Data excerpts |
——————

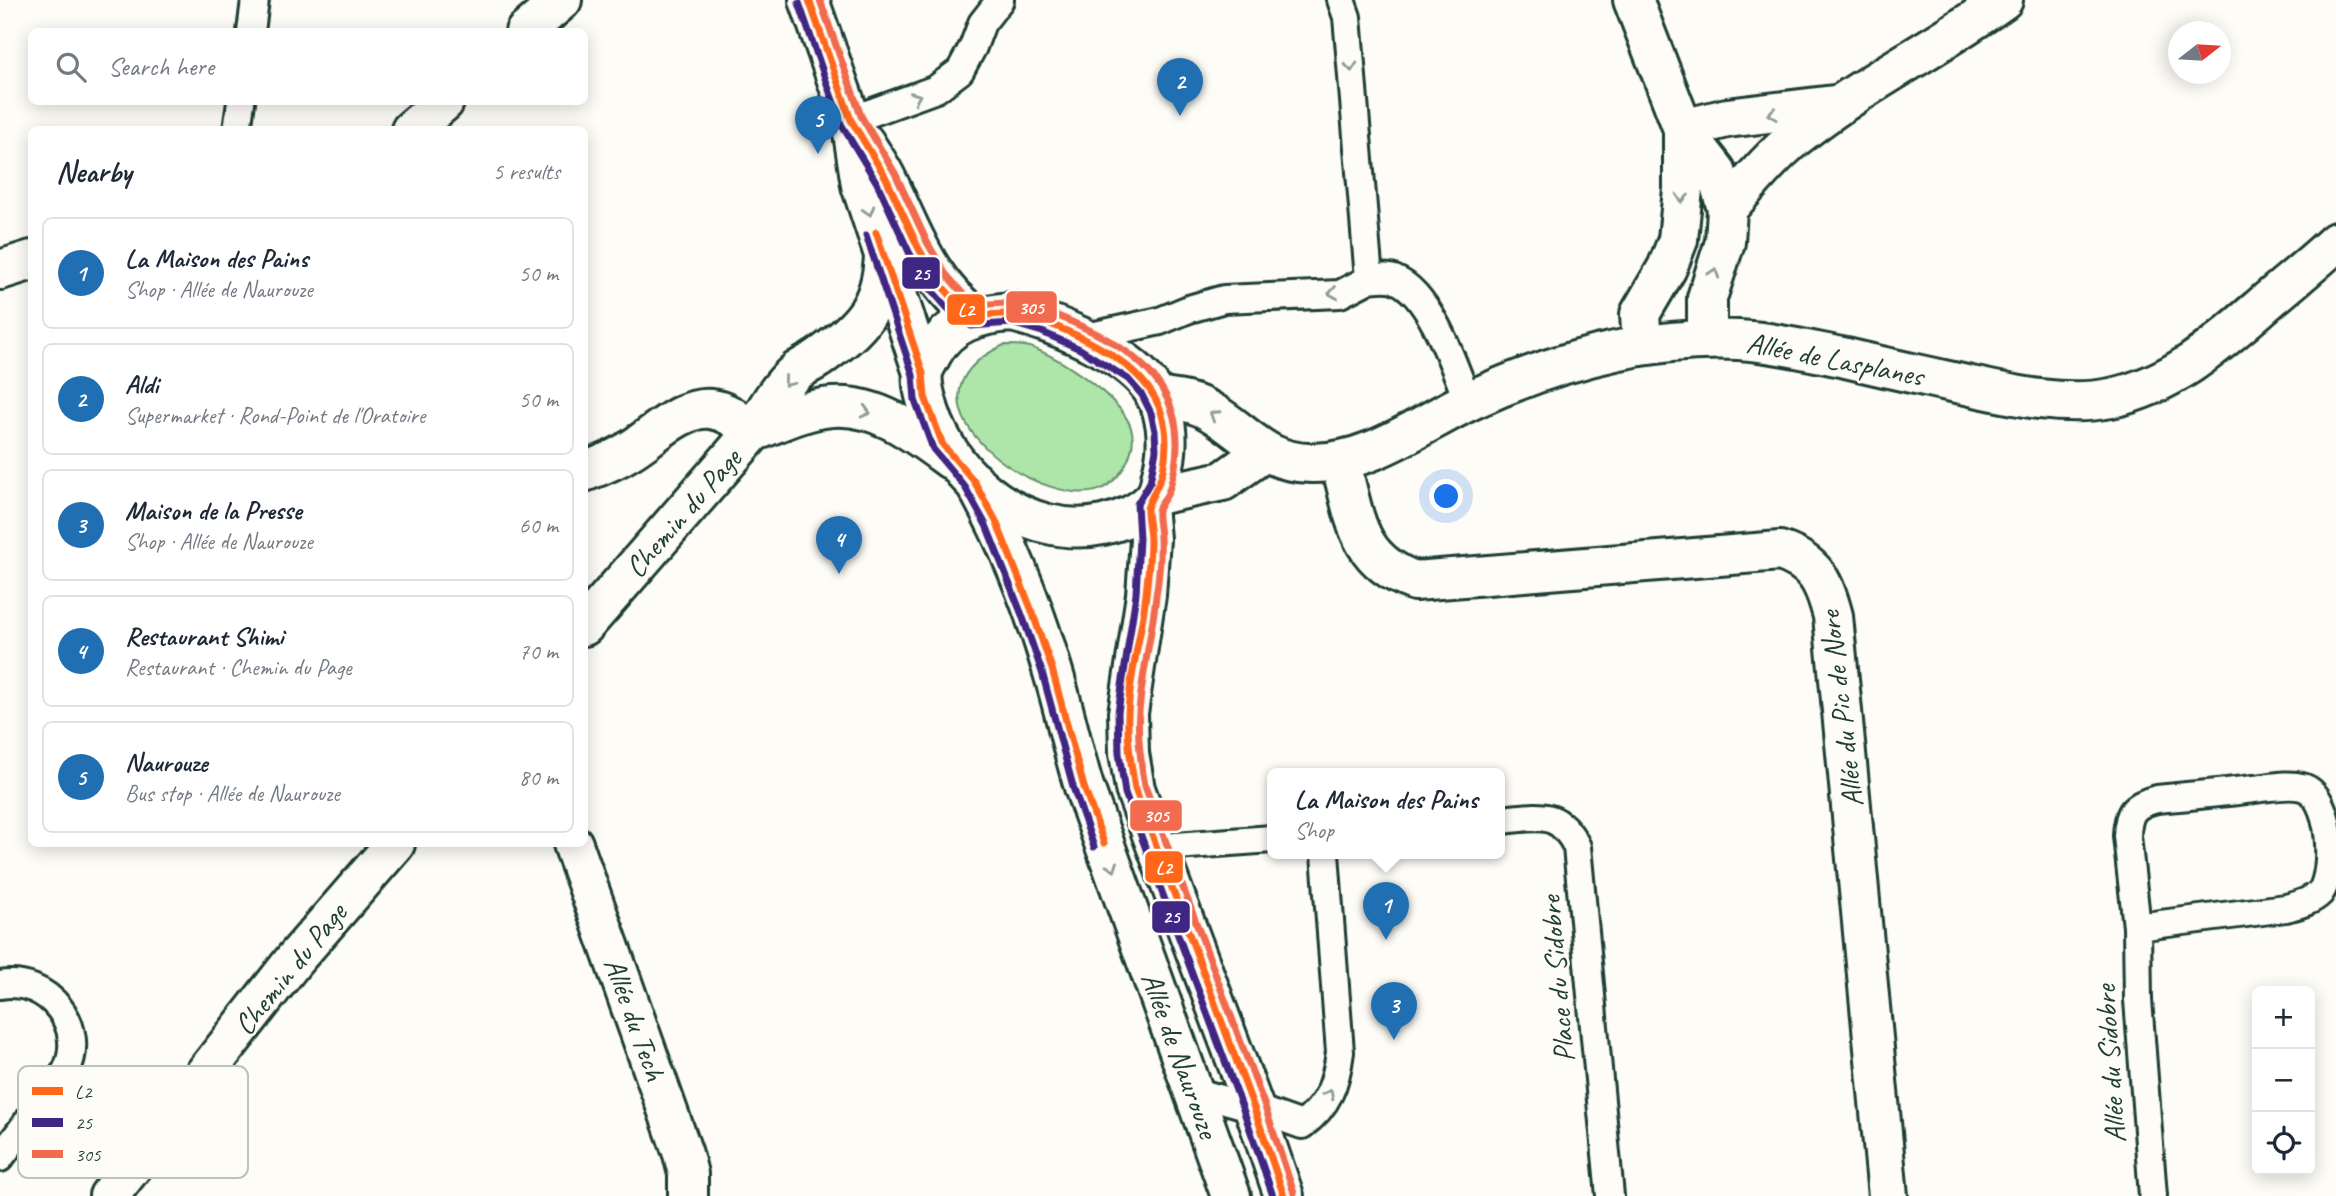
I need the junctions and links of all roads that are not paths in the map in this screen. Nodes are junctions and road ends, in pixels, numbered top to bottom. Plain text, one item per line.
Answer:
1 (255, 0) edge
2 (562, 0) edge
3 (809, 0) edge
4 (1000, 0) edge
5 (1341, 0) edge
6 (1633, 0) edge
7 (2003, 0) edge
8 (252, 28) edge
9 (530, 28) edge
10 (1839, 104) junction
11 (241, 105) edge
12 (440, 105) edge
13 (851, 120) junction
14 (238, 126) edge
15 (416, 126) edge
16 (1683, 129) junction
17 (1727, 209) junction
18 (2333, 251) edge
19 (884, 257) junction
20 (28, 261) edge
21 (0, 270) edge
22 (1369, 279) junction
23 (965, 322) junction
24 (909, 331) junction
25 (1082, 338) junction
26 (1707, 340) junction
27 (1642, 346) junction
28 (821, 356) junction
29 (923, 373) junction
30 (1156, 397) junction
31 (1468, 402) junction
32 (754, 432) junction
33 (1264, 452) junction
34 (1340, 461) junction
35 (588, 470) edge
36 (966, 473) junction
37 (1152, 500) junction
38 (588, 621) edge
39 (1505, 820) edge
40 (1267, 839) edge
41 (392, 847) edge
42 (574, 847) edge
43 (1159, 853) junction
44 (1325, 859) edge
45 (2137, 927) junction
46 (0, 985) edge
47 (68, 1066) edge
48 (211, 1066) edge
49 (1193, 1091) junction
50 (1254, 1108) junction
51 (1302, 1125) junction
52 (18, 1135) edge
53 (0, 1158) edge
54 (123, 1178) edge
55 (1278, 1179) edge
56 (109, 1196) edge
57 (688, 1196) edge
58 (1231, 1196) edge
59 (1610, 1196) edge
60 (1888, 1196) edge
61 (2153, 1196) edge

1 - 8 lane
2 - 9 street
3 - 13 street
13 -> 4 lane
5 -> 22 lane
6 - 16 street
7 - 10 street
10 -> 16 street
10 - 17 street
11 - 14 lane
12 - 15 street
13 -> 19 street
13 - 23 street
16 - 17 street
16 -> 27 street
26 -> 17 street
18 - 26 street, Allée de Lasplanes
19 - 24 street
19 - 28 street, Chemin du Page
20 - 21 street
22 -> 25 lane
22 - 31 lane
23 - 24 street, Chemin du Page
23 - 25 street
23 - 29 street
24 - 28 street, Chemin du Page
24 - 29 street
25 - 30 street
26 - 27 street, Allée de Lasplanes
27 - 31 street, Allée de Lasplanes
28 -> 32 street, Chemin du Page
29 - 36 street
33 -> 30 street, Allée de Lasplanes
30 - 37 street
31 - 34 street, Allée de Lasplanes
32 - 35 street
32 -> 36 street, Chemin du Page
32 - 38 street, Chemin du Page
33 - 34 street, Allée de Lasplanes
33 - 37 street
34 - 60 street, Allée du Pic de Nore
36 - 37 street
36 -> 49 street, Allée de Naurouze
37 - 43 street
39 - 59 lane, Place du Sidobre
40 - 43 lane
41 - 48 street, Chemin du Page
42 - 57 street, Allée du Tech
43 - 50 street
51 -> 44 lane
45 - 45 lane, Allée du Sidobre
45 - 61 lane, Allée du Sidobre
46 - 47 lane
49 - 50 lane
49 - 58 street, Allée de Naurouze
50 - 51 lane
50 - 55 street
51 - 55 lane
52 - 53 lane
54 - 56 street, Chemin du Page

——————

Exercise brief |
Except for the pictures, write the data out exactly.

Reply to the task |
I need the junctions and links of all roads that are not paths in the map in this screen. Nodes are junctions and road ends, in pixels, numbered top to bottom. Plain text, one item per line.
Answer:
1 (255, 0) edge
2 (562, 0) edge
3 (809, 0) edge
4 (1000, 0) edge
5 (1341, 0) edge
6 (1633, 0) edge
7 (2003, 0) edge
8 (252, 28) edge
9 (530, 28) edge
10 (1839, 104) junction
11 (241, 105) edge
12 (440, 105) edge
13 (851, 120) junction
14 (238, 126) edge
15 (416, 126) edge
16 (1683, 129) junction
17 (1727, 209) junction
18 (2333, 251) edge
19 (884, 257) junction
20 (28, 261) edge
21 (0, 270) edge
22 (1369, 279) junction
23 (965, 322) junction
24 (909, 331) junction
25 (1082, 338) junction
26 (1707, 340) junction
27 (1642, 346) junction
28 (821, 356) junction
29 (923, 373) junction
30 (1156, 397) junction
31 (1468, 402) junction
32 (754, 432) junction
33 (1264, 452) junction
34 (1340, 461) junction
35 (588, 470) edge
36 (966, 473) junction
37 (1152, 500) junction
38 (588, 621) edge
39 (1505, 820) edge
40 (1267, 839) edge
41 (392, 847) edge
42 (574, 847) edge
43 (1159, 853) junction
44 (1325, 859) edge
45 (2137, 927) junction
46 (0, 985) edge
47 (68, 1066) edge
48 (211, 1066) edge
49 (1193, 1091) junction
50 (1254, 1108) junction
51 (1302, 1125) junction
52 (18, 1135) edge
53 (0, 1158) edge
54 (123, 1178) edge
55 (1278, 1179) edge
56 (109, 1196) edge
57 (688, 1196) edge
58 (1231, 1196) edge
59 (1610, 1196) edge
60 (1888, 1196) edge
61 (2153, 1196) edge

1 - 8 lane
2 - 9 street
3 - 13 street
13 -> 4 lane
5 -> 22 lane
6 - 16 street
7 - 10 street
10 -> 16 street
10 - 17 street
11 - 14 lane
12 - 15 street
13 -> 19 street
13 - 23 street
16 - 17 street
16 -> 27 street
26 -> 17 street
18 - 26 street, Allée de Lasplanes
19 - 24 street
19 - 28 street, Chemin du Page
20 - 21 street
22 -> 25 lane
22 - 31 lane
23 - 24 street, Chemin du Page
23 - 25 street
23 - 29 street
24 - 28 street, Chemin du Page
24 - 29 street
25 - 30 street
26 - 27 street, Allée de Lasplanes
27 - 31 street, Allée de Lasplanes
28 -> 32 street, Chemin du Page
29 - 36 street
33 -> 30 street, Allée de Lasplanes
30 - 37 street
31 - 34 street, Allée de Lasplanes
32 - 35 street
32 -> 36 street, Chemin du Page
32 - 38 street, Chemin du Page
33 - 34 street, Allée de Lasplanes
33 - 37 street
34 - 60 street, Allée du Pic de Nore
36 - 37 street
36 -> 49 street, Allée de Naurouze
37 - 43 street
39 - 59 lane, Place du Sidobre
40 - 43 lane
41 - 48 street, Chemin du Page
42 - 57 street, Allée du Tech
43 - 50 street
51 -> 44 lane
45 - 45 lane, Allée du Sidobre
45 - 61 lane, Allée du Sidobre
46 - 47 lane
49 - 50 lane
49 - 58 street, Allée de Naurouze
50 - 51 lane
50 - 55 street
51 - 55 lane
52 - 53 lane
54 - 56 street, Chemin du Page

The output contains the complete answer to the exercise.